2013/1/31 Oleg Dulin<oleg.du...@liquidanalytics.com>:
QUORUM means that (RF/2+1) nodes must respond. See this calculator:
http://www.ecyrd.com/cassandracalculator/
If you use RF=2 and you have 4 nodes you cannot survive outage of any node if
you use QUORUM.
So you are introducing a point of failure.
If you need to do reads before writes I strongly suggest a caching mechanism,
and if you want to do locking I suggest queues. I wouldn't send CQL statements
on queues though, but that works. I would send Java business objects, but
that's my personal preference.
If you are frequently updating and reading the same data, that's an
anti-pattern in Cassandra. Reads will be competing for resources with
compactions, etc. And of course, unless you use QUORUM or ALL you really
shouldn't rely on a read-before-write.
Regards,
Oleg Dulin
Please note my new office #: 732-917-0159
On Jan 31, 2013, at 9:35 AM, Daniel Godás<dgo...@gmail.com> wrote:
Can I not get away with it using QUORUM? Correct me if I'm wrong but I
think the only way I can get a read consistency issue using QUORUM is
if 2 nodes fail after a write and before the TTL expires. I can live
with the overhead of using QUORUM for the locking operations as they
won't be used often.
2013/1/31 Oleg Dulin<oleg.du...@liquidanalytics.com>:
The problem with using Cassandra for locking is that if you ever have read
consistency issues (which you will unless you use ALL) you will have
inconsistent values.
In general I would avoid doing a read-before-write with Cassandra. I would come
up with another way to update my data.
Regards,
Oleg Dulin
Please note my new office #: 732-917-0159
On Jan 31, 2013, at 9:19 AM, Daniel Godás<dgo...@gmail.com> wrote:
Ok, I've done some reading. If I understood it correctly the idea
would be to send messages to the queue that contain a transaction i.e.

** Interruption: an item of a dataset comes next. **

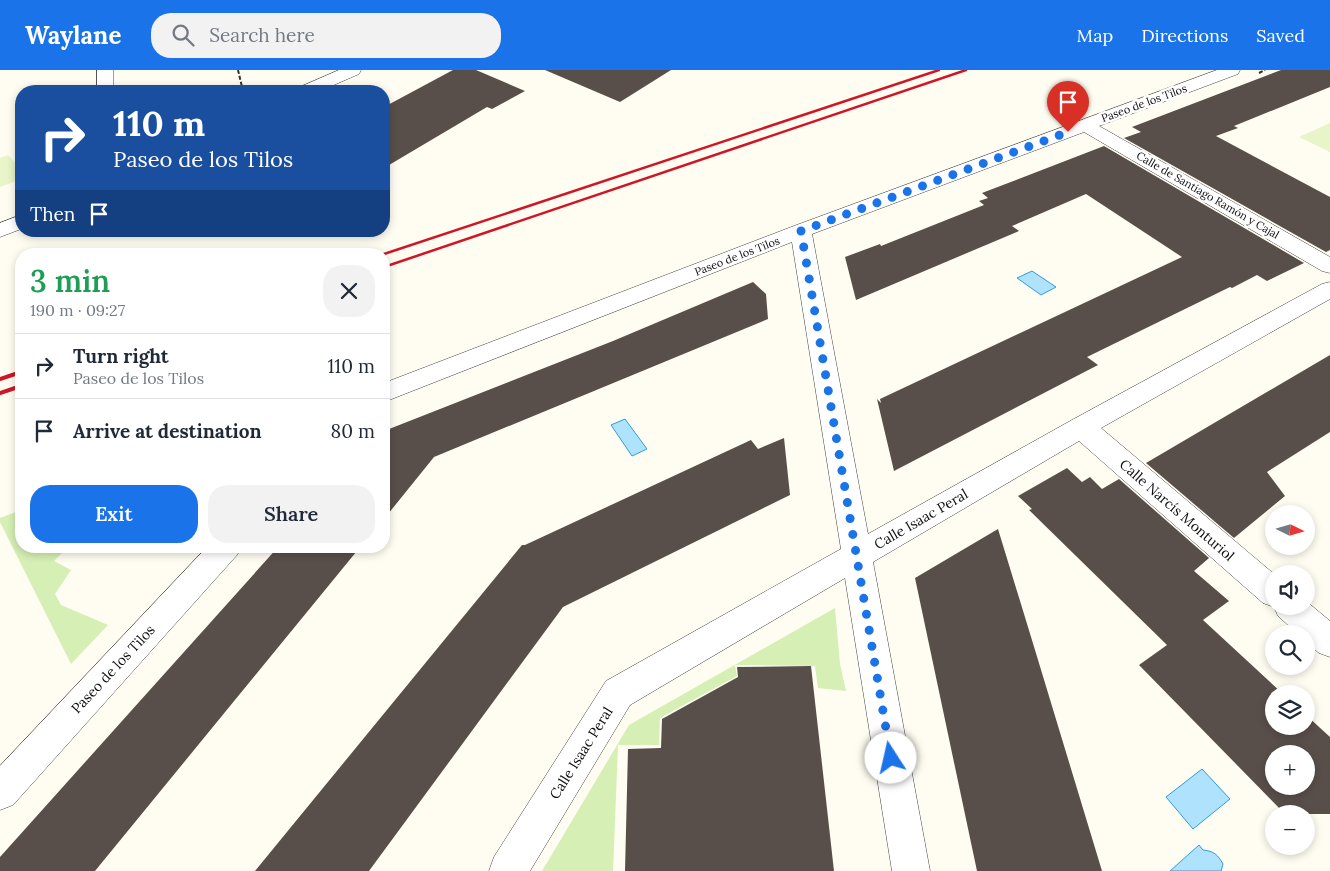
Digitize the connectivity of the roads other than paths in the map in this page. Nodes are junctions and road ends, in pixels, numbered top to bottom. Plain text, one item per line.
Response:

a list of CQL commands to be run atomically. When one of the consumers
gets the message it can run the transaction atomically before allowing
another consumer to get the next message. If this is correct then in
order to handle cases in which I need to interleave code with the CQL
statements e.g. to check retrieved values, I need to implement a
protocol that uses the message queue as a locking mechanism. How is
this better than using cassandra for locking? (using the algorithm I
proposed or another one).
2013/1/31 Oleg Dulin<oleg.du...@liquidanalytics.com>:
This may help:
http://activemq.apache.org/how-do-distributed-queues-work.html
http://activemq.apache.org/topologies.html
http://activemq.apache.org/how-do-i-embed-a-broker-inside-a-connection.html
Although I would use ActiveMQ spring configuration, not write code. But the
point is -- you can have multiple processes participating in an ActiveMQ
federation; you can configure AMQ's fault tolerance profiles to your liking
without having to set up a yet another server with a single point of failure.
You have a single distributed queue. Each process has a writer consumer on that
queue. AMQ knows to load balance, only one consumer at a time gets to write.
Instead of writing to cassandra, you send your data item to the queue. The next
available consumer gets the message and writes it -- all in the order of
messages on the queue, and only one consumer writer at a time.
Regards,
Oleg Dulin
Please note my new office #: 732-917-0159
On Jan 31, 2013, at 8:11 AM, Daniel Godás<dgo...@gmail.com> wrote:
Sounds good, I'll try it out. Thanks for the help.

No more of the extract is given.